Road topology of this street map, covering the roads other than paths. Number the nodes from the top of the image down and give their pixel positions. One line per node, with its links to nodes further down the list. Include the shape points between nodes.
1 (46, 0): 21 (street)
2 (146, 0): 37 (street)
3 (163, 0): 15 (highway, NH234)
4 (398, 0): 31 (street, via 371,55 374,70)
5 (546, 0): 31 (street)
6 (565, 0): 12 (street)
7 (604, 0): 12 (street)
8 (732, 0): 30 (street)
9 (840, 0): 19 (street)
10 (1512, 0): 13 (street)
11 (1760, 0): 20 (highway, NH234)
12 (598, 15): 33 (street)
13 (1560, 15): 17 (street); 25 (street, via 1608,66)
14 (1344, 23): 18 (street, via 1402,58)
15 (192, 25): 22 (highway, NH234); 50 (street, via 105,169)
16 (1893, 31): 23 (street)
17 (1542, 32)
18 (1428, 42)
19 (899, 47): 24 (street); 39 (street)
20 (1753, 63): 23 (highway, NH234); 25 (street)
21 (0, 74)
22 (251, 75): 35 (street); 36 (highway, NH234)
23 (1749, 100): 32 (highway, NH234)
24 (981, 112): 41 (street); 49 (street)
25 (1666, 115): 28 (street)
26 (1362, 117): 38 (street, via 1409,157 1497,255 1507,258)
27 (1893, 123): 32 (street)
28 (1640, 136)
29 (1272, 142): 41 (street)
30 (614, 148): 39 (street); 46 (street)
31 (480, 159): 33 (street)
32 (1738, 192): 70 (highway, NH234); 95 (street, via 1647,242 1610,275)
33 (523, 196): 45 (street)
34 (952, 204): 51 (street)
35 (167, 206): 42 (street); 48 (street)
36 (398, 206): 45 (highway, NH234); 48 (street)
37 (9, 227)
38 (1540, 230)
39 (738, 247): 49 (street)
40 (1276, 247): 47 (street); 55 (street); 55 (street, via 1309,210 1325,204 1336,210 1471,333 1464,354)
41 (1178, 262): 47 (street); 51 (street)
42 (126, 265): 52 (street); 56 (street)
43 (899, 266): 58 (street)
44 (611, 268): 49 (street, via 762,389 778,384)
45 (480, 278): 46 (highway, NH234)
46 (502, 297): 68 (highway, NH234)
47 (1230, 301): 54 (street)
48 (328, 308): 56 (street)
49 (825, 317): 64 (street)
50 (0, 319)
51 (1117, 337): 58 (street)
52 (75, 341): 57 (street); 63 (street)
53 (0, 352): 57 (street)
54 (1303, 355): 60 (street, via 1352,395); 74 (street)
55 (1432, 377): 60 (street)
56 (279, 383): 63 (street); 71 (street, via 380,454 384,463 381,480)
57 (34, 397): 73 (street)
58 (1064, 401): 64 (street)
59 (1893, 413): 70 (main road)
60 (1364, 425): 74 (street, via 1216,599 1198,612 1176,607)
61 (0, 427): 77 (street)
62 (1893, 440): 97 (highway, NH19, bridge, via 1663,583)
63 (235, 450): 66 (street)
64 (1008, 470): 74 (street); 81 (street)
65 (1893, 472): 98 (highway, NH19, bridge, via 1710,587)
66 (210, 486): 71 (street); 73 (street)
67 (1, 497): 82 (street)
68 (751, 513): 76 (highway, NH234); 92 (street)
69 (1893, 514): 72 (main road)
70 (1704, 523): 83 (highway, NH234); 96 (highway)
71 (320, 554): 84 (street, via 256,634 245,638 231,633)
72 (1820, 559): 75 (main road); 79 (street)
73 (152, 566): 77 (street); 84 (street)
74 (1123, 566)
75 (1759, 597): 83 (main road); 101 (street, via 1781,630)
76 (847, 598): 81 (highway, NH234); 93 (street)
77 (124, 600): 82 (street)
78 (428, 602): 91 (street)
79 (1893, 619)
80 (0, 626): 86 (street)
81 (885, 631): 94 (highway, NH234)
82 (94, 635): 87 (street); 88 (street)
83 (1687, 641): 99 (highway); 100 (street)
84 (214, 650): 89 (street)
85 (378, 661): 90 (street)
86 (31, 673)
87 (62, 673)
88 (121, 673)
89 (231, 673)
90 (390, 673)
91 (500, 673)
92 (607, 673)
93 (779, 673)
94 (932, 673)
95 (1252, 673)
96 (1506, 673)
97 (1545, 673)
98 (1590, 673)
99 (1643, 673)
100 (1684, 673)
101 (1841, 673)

___

What's wanted is a faithful copy of each entry above.

Road topology of this street map, covering the roads other than paths. Number the nodes from the top of the image down and give their pixel positions. One line per node, with its links to nodes further down the list. Include the shape points between nodes.
1 (46, 0): 21 (street)
2 (146, 0): 37 (street)
3 (163, 0): 15 (highway, NH234)
4 (398, 0): 31 (street, via 371,55 374,70)
5 (546, 0): 31 (street)
6 (565, 0): 12 (street)
7 (604, 0): 12 (street)
8 (732, 0): 30 (street)
9 (840, 0): 19 (street)
10 (1512, 0): 13 (street)
11 (1760, 0): 20 (highway, NH234)
12 (598, 15): 33 (street)
13 (1560, 15): 17 (street); 25 (street, via 1608,66)
14 (1344, 23): 18 (street, via 1402,58)
15 (192, 25): 22 (highway, NH234); 50 (street, via 105,169)
16 (1893, 31): 23 (street)
17 (1542, 32)
18 (1428, 42)
19 (899, 47): 24 (street); 39 (street)
20 (1753, 63): 23 (highway, NH234); 25 (street)
21 (0, 74)
22 (251, 75): 35 (street); 36 (highway, NH234)
23 (1749, 100): 32 (highway, NH234)
24 (981, 112): 41 (street); 49 (street)
25 (1666, 115): 28 (street)
26 (1362, 117): 38 (street, via 1409,157 1497,255 1507,258)
27 (1893, 123): 32 (street)
28 (1640, 136)
29 (1272, 142): 41 (street)
30 (614, 148): 39 (street); 46 (street)
31 (480, 159): 33 (street)
32 (1738, 192): 70 (highway, NH234); 95 (street, via 1647,242 1610,275)
33 (523, 196): 45 (street)
34 (952, 204): 51 (street)
35 (167, 206): 42 (street); 48 (street)
36 (398, 206): 45 (highway, NH234); 48 (street)
37 (9, 227)
38 (1540, 230)
39 (738, 247): 49 (street)
40 (1276, 247): 47 (street); 55 (street); 55 (street, via 1309,210 1325,204 1336,210 1471,333 1464,354)
41 (1178, 262): 47 (street); 51 (street)
42 (126, 265): 52 (street); 56 (street)
43 (899, 266): 58 (street)
44 (611, 268): 49 (street, via 762,389 778,384)
45 (480, 278): 46 (highway, NH234)
46 (502, 297): 68 (highway, NH234)
47 (1230, 301): 54 (street)
48 (328, 308): 56 (street)
49 (825, 317): 64 (street)
50 (0, 319)
51 (1117, 337): 58 (street)
52 (75, 341): 57 (street); 63 (street)
53 (0, 352): 57 (street)
54 (1303, 355): 60 (street, via 1352,395); 74 (street)
55 (1432, 377): 60 (street)
56 (279, 383): 63 (street); 71 (street, via 380,454 384,463 381,480)
57 (34, 397): 73 (street)
58 (1064, 401): 64 (street)
59 (1893, 413): 70 (main road)
60 (1364, 425): 74 (street, via 1216,599 1198,612 1176,607)
61 (0, 427): 77 (street)
62 (1893, 440): 97 (highway, NH19, bridge, via 1663,583)
63 (235, 450): 66 (street)
64 (1008, 470): 74 (street); 81 (street)
65 (1893, 472): 98 (highway, NH19, bridge, via 1710,587)
66 (210, 486): 71 (street); 73 (street)
67 (1, 497): 82 (street)
68 (751, 513): 76 (highway, NH234); 92 (street)
69 (1893, 514): 72 (main road)
70 (1704, 523): 83 (highway, NH234); 96 (highway)
71 (320, 554): 84 (street, via 256,634 245,638 231,633)
72 (1820, 559): 75 (main road); 79 (street)
73 (152, 566): 77 (street); 84 (street)
74 (1123, 566)
75 (1759, 597): 83 (main road); 101 (street, via 1781,630)
76 (847, 598): 81 (highway, NH234); 93 (street)
77 (124, 600): 82 (street)
78 (428, 602): 91 (street)
79 (1893, 619)
80 (0, 626): 86 (street)
81 (885, 631): 94 (highway, NH234)
82 (94, 635): 87 (street); 88 (street)
83 (1687, 641): 99 (highway); 100 (street)
84 (214, 650): 89 (street)
85 (378, 661): 90 (street)
86 (31, 673)
87 (62, 673)
88 (121, 673)
89 (231, 673)
90 (390, 673)
91 (500, 673)
92 (607, 673)
93 (779, 673)
94 (932, 673)
95 (1252, 673)
96 (1506, 673)
97 (1545, 673)
98 (1590, 673)
99 (1643, 673)
100 (1684, 673)
101 (1841, 673)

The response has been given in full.